**REQUIREMENT**
Match on the string "graph" in the entries below and return every matching line.

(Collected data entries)

____________________

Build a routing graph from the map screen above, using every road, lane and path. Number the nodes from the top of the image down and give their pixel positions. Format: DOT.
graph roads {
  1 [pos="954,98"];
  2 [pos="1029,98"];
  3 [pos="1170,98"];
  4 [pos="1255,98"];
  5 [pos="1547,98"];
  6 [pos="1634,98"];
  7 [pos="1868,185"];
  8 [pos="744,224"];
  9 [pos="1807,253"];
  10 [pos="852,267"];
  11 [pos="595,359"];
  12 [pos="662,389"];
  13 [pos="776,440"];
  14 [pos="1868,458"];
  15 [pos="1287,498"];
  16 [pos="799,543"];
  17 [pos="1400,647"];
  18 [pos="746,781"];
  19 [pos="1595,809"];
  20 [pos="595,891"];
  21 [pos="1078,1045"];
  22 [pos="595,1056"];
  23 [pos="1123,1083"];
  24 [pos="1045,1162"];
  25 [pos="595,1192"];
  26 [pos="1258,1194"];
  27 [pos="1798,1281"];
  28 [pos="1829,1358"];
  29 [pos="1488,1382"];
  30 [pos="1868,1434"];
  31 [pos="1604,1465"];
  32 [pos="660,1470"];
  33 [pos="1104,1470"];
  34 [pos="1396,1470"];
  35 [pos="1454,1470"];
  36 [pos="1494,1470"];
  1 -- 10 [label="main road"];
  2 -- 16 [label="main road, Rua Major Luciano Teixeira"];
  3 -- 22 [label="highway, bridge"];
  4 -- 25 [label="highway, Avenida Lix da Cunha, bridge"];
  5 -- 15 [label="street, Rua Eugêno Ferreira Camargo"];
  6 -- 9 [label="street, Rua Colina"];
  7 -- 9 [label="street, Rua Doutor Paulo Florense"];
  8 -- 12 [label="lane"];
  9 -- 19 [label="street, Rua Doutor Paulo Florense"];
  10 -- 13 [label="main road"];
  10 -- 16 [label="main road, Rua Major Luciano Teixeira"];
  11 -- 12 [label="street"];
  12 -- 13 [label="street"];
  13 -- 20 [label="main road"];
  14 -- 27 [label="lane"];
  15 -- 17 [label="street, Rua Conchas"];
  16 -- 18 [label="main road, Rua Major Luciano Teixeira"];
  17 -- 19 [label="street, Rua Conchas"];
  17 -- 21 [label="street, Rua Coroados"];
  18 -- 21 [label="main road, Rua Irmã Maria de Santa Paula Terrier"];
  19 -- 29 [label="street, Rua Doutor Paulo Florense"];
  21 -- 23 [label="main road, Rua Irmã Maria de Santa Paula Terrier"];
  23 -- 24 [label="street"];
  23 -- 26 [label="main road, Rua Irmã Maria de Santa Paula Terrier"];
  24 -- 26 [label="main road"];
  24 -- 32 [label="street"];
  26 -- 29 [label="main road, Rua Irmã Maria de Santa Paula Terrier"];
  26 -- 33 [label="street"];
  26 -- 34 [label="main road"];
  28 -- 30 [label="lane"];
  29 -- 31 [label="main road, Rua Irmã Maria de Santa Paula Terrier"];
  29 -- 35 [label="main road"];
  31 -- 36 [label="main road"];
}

____________________

**OUTPUT FOR THIS TASK**
Build a routing graph from the map screen above, using every road, lane and path. Number the nodes from the top of the image down and give their pixel positions. Format: DOT.
graph roads {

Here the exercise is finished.